No bigger than Dunfermline when Bond paid a visit, Vegas is now no smaller than Birmingham, and got all the trappings of the big, big city. Weddings, divorce, booze and gambling - the four pillars of Las Vegas, have made this town its own. These days though, think conventions, family resorts and now add sports too.

 

Bringing a sporty group to the party is suddenly on the cards in a big way. The Golden Knights swept all before them in their rookie NHL season on the ice. American Football, Baseball, and Women’s professional basketball are all coming too. There’s even something called a soccer team. 

 

 

With the majority of Las Vegas groups under fifty in number, there’s always room to accommodate parties within the huge resort complex hotels. Even though the big business conferences often number their delegates in the thousands, and occupancy rates run in the mid-ninety percent range, typical resorts, like Aria, Wynn and Park MGM, still have a few hundred rooms available on any given night.

 

Before the ubiquitous bon motte, the saying was “if you can’t do it at home, you can do it in Las Vegas.” This may be the altogether more wholesome twenty-first century, but that still holds true. If you’ve always wanted to go roller skating parachute base jumping; or cruise the main drag with your homies in a pink polka-dot Lamborghini; or be a cocktail mixologist for the night; or just have your Cosmopolitans served underwater by a pirate; Las Vegas is the place, and it’s still fabulous. Learn more at visitlasvegas.com. For group organisers there’s help at travelpros.visitlasvegas.com.
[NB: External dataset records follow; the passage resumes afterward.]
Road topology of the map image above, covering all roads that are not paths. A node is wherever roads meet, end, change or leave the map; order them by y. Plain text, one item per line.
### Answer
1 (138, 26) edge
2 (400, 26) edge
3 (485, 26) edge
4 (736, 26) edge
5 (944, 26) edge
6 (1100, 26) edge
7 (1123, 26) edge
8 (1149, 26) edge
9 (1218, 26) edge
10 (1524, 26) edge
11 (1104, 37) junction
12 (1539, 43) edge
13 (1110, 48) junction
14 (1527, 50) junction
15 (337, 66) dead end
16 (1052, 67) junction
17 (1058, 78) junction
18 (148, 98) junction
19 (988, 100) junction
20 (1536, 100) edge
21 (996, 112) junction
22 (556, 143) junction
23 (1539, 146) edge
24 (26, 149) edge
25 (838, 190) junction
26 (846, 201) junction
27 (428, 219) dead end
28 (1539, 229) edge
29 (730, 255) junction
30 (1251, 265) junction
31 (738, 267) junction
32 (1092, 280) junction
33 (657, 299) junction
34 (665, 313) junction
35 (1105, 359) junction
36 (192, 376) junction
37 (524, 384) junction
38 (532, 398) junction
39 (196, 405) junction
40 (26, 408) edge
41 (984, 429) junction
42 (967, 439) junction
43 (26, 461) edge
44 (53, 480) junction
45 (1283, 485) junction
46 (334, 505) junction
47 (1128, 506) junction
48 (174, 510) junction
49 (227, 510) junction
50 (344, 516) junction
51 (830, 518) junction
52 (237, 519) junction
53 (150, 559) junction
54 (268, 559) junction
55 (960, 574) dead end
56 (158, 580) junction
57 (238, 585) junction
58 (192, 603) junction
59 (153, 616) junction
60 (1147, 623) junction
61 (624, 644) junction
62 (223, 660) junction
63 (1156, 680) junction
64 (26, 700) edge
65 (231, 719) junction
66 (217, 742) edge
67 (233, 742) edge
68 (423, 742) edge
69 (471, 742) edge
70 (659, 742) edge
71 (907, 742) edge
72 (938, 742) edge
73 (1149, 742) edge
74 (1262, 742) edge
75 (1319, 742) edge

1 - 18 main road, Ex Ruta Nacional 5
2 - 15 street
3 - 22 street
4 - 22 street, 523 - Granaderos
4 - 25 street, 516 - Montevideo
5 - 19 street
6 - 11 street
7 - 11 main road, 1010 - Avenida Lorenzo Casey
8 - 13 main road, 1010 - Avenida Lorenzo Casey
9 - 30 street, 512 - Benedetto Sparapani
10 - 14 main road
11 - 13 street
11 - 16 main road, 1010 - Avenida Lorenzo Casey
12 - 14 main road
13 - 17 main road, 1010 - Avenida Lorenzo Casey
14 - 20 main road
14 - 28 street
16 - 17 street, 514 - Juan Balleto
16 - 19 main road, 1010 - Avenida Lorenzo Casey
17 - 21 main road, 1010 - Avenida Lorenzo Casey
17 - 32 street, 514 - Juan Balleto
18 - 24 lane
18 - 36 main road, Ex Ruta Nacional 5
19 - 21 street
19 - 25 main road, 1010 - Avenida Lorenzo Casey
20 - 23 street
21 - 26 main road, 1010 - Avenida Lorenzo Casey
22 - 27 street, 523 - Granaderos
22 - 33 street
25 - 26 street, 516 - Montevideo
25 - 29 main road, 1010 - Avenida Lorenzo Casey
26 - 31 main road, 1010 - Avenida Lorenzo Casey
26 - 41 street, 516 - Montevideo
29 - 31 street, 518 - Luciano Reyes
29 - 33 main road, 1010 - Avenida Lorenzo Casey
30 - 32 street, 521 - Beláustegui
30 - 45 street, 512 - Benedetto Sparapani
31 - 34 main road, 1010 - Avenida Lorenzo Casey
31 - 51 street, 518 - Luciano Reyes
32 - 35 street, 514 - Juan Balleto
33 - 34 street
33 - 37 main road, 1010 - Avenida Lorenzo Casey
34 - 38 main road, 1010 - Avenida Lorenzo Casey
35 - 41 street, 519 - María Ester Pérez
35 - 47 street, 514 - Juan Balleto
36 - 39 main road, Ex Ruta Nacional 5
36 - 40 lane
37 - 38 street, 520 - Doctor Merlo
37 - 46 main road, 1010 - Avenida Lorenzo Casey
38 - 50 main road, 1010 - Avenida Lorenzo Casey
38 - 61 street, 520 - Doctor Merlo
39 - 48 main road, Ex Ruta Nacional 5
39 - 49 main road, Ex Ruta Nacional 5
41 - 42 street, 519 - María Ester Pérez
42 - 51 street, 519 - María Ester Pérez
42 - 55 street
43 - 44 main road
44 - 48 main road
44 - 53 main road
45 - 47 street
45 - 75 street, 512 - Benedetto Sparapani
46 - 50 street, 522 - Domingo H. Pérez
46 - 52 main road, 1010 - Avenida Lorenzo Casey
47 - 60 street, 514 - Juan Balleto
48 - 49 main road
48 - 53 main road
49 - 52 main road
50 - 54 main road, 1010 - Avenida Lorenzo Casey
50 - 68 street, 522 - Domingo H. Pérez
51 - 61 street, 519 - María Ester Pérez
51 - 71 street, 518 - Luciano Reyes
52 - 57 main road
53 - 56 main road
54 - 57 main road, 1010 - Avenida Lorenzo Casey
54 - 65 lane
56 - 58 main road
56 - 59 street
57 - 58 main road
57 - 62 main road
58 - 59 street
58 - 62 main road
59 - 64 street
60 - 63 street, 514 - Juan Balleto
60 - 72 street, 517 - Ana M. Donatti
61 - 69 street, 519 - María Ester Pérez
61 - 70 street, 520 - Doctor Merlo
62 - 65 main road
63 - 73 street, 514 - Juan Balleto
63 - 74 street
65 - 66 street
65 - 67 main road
The War on Want and a Greener Las Vegas

 

Not everyone in Vegas is minted. There are a fair few who’re skinted. The down turn hit here too, leaving many still struggling to find their daily bread. That’s why there’s a coordinated initiative to bring all that unconsumed conference food to people who really need it, all across Nevada. 

 

On the environmental front, the big hotels strive to recycle everything, right down to those part-used toiletries, through a programme called Clean the World. To keep the bright lights burning, the MGM chain is even taking itself off the power grid by building their own upstate solar and wind farm.

No Portion Control 

 

From downtown diners to up-market haute-cuisine. Vegas is reinvented as a fine food destination. Super hot Californian chef Michael Mina has just opened his eponymous fish restaurant in the vast Bellagio resort. That’s the high-end sorted (michaelmina.net).

 

Alternatively, hit the bricks with Whitney for the Downtown Lipsmaking Foodie Tour (vegasfoodietour.com). No need to choose a restaurant, you’ll be eating in them all, and doing a photocall on Freemont into the bargain, and check out Container Park - the neighbourhood that looks like it should be on the back of a freightliner train.

Getting There

 

London, Manchester and Glasgow all have direct flights to Las Vegas McCarran, taking upwards of ten hours, and priced from about £400 with Virgin Atlantic from Gatwick. Almost every US airport has flights direct to Las Vegas, meaning almost all UK airports with Transatlantic flights are just one connection away. McCarran is notably close to The Strip, but aircraft are routed away to avoid noise - not that you’ll be getting much shuteye anyway.